- Work order -
Output must match the data below exactly from its first line through the line that contains "width:54px; height:54px; display:grid;", with no other line.

★ ★ ★ ★ ★ ★ ★

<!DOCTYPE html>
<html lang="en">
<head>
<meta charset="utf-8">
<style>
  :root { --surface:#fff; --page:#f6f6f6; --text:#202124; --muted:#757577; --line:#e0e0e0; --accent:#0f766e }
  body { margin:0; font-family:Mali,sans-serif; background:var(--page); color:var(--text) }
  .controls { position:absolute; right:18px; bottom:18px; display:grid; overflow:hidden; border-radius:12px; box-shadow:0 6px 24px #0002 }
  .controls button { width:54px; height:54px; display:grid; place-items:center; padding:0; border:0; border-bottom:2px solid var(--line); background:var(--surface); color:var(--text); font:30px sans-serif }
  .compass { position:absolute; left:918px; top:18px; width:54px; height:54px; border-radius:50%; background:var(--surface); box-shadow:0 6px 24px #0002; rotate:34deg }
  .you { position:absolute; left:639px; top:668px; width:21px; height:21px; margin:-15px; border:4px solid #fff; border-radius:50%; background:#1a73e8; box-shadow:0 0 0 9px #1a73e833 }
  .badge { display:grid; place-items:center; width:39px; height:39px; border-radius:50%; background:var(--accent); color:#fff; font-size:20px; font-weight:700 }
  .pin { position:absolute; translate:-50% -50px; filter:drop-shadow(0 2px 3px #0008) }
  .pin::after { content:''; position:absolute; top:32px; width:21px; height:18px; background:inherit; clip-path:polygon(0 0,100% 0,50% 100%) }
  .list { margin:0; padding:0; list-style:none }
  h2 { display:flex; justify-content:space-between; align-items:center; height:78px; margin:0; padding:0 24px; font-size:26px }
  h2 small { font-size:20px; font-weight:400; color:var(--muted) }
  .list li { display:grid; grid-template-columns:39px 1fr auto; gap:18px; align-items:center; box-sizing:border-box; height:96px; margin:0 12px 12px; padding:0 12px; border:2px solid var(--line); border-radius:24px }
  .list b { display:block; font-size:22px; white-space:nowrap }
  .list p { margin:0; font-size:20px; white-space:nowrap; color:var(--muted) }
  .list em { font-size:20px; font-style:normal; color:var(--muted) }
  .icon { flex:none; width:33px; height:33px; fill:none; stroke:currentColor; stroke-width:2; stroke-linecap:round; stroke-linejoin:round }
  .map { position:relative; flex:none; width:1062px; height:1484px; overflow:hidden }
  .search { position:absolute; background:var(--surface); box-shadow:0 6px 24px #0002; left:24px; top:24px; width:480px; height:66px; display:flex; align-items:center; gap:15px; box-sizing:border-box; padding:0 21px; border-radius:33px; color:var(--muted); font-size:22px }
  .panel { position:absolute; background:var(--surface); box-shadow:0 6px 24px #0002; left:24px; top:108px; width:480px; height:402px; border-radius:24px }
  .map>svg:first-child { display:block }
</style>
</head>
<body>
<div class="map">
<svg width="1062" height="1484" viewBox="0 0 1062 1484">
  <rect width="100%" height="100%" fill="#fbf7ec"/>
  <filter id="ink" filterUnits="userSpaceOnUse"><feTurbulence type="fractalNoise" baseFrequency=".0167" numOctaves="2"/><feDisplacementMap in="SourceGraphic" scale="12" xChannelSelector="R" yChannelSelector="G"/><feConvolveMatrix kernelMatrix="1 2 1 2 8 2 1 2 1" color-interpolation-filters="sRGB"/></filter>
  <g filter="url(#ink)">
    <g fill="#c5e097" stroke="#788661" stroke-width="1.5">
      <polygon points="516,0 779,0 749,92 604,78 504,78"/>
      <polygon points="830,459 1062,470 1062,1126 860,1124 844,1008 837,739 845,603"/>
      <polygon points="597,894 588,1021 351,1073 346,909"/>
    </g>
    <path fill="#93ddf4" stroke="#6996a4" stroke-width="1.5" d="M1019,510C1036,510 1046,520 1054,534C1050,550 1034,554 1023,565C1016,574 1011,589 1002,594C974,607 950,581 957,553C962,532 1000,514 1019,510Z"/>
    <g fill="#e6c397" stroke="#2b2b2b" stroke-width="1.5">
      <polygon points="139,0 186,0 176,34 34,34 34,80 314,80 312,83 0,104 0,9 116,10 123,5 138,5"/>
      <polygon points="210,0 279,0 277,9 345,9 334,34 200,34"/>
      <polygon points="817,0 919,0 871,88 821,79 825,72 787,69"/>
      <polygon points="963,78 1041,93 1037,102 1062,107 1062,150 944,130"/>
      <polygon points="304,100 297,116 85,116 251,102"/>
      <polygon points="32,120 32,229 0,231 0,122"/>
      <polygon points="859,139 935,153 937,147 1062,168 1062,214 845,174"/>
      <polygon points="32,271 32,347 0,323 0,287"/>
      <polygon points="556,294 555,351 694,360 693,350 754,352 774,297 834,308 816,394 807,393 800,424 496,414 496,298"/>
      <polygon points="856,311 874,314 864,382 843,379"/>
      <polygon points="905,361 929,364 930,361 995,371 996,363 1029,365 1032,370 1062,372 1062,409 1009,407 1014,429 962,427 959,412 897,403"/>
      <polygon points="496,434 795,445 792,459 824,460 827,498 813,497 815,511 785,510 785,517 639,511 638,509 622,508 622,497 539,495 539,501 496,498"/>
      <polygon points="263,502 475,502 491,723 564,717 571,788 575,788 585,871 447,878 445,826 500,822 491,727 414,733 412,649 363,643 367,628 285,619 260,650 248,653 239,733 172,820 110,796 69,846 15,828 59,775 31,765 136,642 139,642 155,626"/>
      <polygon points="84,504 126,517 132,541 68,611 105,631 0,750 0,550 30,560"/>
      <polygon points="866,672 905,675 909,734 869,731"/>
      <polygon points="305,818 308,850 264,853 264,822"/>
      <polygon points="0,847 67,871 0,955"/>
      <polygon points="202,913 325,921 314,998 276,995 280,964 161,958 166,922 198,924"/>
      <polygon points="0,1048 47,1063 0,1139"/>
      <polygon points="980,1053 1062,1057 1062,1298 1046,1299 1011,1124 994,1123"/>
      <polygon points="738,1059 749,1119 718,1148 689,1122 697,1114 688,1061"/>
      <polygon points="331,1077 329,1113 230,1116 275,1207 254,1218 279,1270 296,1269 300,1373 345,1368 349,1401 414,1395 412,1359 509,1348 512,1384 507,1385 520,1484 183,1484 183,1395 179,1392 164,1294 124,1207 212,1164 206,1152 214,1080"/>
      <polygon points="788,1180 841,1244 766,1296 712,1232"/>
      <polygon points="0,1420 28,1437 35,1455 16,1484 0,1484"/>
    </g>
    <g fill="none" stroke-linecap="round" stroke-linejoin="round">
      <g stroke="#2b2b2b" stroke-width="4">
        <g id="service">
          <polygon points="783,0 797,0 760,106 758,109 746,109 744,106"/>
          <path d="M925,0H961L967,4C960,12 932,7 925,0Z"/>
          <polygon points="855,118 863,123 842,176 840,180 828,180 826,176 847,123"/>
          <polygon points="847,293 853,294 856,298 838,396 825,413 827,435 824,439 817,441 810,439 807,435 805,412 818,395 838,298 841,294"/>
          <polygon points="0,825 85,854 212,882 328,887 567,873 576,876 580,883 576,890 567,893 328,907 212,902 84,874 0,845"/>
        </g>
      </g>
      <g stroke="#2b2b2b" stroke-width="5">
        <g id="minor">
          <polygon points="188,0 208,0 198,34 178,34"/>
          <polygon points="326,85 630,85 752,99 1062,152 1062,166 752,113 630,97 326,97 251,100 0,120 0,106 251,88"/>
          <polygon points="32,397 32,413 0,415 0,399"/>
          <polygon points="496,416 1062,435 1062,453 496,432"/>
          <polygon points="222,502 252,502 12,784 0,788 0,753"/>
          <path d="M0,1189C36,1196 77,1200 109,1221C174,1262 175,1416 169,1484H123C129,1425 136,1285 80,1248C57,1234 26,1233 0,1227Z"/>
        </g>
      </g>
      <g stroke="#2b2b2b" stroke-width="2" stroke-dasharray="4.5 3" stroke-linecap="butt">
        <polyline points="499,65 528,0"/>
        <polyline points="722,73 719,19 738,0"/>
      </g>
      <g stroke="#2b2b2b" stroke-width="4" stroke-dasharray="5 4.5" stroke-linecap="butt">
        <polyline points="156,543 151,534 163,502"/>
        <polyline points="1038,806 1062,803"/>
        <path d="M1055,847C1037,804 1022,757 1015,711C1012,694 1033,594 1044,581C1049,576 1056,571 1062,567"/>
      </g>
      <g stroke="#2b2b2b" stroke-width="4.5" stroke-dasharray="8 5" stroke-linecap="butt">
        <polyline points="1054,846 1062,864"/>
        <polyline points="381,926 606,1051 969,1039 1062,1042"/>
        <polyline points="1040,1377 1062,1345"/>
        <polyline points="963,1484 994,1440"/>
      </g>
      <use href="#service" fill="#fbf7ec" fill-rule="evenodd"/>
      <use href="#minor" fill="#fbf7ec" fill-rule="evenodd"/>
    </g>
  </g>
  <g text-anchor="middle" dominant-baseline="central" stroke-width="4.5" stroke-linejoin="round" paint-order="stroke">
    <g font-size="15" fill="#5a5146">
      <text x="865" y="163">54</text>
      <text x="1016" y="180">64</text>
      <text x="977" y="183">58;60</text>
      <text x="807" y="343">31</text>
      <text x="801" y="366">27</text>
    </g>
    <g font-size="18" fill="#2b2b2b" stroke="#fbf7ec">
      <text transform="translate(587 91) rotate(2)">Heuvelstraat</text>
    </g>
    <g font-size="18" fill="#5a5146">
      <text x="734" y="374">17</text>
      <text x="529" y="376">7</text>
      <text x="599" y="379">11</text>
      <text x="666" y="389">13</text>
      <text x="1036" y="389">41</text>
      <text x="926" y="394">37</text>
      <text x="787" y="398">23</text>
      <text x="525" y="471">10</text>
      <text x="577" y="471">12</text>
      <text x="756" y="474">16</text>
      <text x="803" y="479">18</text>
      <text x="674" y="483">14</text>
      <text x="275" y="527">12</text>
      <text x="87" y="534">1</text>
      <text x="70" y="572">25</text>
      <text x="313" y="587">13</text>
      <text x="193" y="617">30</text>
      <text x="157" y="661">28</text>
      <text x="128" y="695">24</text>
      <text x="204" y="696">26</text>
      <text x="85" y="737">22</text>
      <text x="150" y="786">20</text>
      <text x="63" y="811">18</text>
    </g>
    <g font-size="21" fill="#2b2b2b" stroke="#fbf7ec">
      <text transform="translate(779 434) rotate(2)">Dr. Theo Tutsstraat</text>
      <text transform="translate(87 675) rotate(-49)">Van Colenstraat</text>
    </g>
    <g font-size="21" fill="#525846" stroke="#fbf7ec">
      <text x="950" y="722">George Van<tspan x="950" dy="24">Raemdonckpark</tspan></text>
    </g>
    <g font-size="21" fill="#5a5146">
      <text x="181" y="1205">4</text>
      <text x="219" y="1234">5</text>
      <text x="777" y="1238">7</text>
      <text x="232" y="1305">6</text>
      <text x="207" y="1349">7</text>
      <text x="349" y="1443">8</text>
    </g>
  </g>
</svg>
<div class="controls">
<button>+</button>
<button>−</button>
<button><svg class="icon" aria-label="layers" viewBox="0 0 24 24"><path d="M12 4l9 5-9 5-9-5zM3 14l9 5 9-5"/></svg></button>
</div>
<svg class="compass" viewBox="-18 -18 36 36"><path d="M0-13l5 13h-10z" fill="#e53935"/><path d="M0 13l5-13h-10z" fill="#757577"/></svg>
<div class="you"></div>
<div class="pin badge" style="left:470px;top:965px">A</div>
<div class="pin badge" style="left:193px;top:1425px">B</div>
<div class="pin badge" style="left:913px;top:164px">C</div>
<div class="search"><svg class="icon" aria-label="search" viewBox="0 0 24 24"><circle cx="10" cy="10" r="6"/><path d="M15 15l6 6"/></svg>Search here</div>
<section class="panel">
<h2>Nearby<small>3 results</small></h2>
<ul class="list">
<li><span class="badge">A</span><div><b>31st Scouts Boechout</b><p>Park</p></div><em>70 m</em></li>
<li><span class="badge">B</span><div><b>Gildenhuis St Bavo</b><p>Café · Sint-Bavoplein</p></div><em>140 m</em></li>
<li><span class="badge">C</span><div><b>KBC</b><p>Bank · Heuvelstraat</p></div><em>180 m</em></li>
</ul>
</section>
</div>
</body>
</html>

★ ★ ★ ★ ★ ★ ★

- Result of the task -
<!DOCTYPE html>
<html lang="en">
<head>
<meta charset="utf-8">
<style>
  :root { --surface:#fff; --page:#f6f6f6; --text:#202124; --muted:#757577; --line:#e0e0e0; --accent:#0f766e }
  body { margin:0; font-family:Mali,sans-serif; background:var(--page); color:var(--text) }
  .controls { position:absolute; right:18px; bottom:18px; display:grid; overflow:hidden; border-radius:12px; box-shadow:0 6px 24px #0002 }
  .controls button { width:54px; height:54px; display:grid; place-items:center; padding:0; border:0; border-bottom:2px solid var(--line); background:var(--surface); color:var(--text); font:30px sans-serif }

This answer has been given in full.